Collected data
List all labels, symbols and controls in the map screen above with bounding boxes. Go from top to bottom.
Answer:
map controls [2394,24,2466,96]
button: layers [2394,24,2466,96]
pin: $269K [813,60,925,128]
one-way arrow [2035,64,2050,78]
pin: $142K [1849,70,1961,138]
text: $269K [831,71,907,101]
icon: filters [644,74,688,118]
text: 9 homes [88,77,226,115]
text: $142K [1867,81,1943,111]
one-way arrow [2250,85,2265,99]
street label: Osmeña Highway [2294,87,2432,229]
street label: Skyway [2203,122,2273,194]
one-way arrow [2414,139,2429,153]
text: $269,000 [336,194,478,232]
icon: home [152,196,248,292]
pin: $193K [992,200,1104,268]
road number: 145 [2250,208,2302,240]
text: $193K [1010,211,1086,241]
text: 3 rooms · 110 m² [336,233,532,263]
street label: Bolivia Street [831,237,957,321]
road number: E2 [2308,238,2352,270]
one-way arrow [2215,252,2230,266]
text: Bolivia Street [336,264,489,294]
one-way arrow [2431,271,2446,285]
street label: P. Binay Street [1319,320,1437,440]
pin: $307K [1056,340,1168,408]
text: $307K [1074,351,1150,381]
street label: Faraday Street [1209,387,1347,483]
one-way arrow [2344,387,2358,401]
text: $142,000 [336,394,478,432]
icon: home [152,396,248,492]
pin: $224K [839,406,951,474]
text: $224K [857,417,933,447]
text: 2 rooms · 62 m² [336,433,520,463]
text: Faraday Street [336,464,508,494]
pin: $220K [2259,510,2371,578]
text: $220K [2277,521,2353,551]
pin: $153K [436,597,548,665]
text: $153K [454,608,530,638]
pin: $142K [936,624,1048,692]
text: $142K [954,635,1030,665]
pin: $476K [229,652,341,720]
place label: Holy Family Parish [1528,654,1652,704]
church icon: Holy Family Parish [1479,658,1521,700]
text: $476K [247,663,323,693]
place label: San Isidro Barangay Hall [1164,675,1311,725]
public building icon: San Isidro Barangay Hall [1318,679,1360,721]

* _Assignment_:
Lines holding "arrow": count them across the data and reply with the number alone.

* _Problem solution_:
6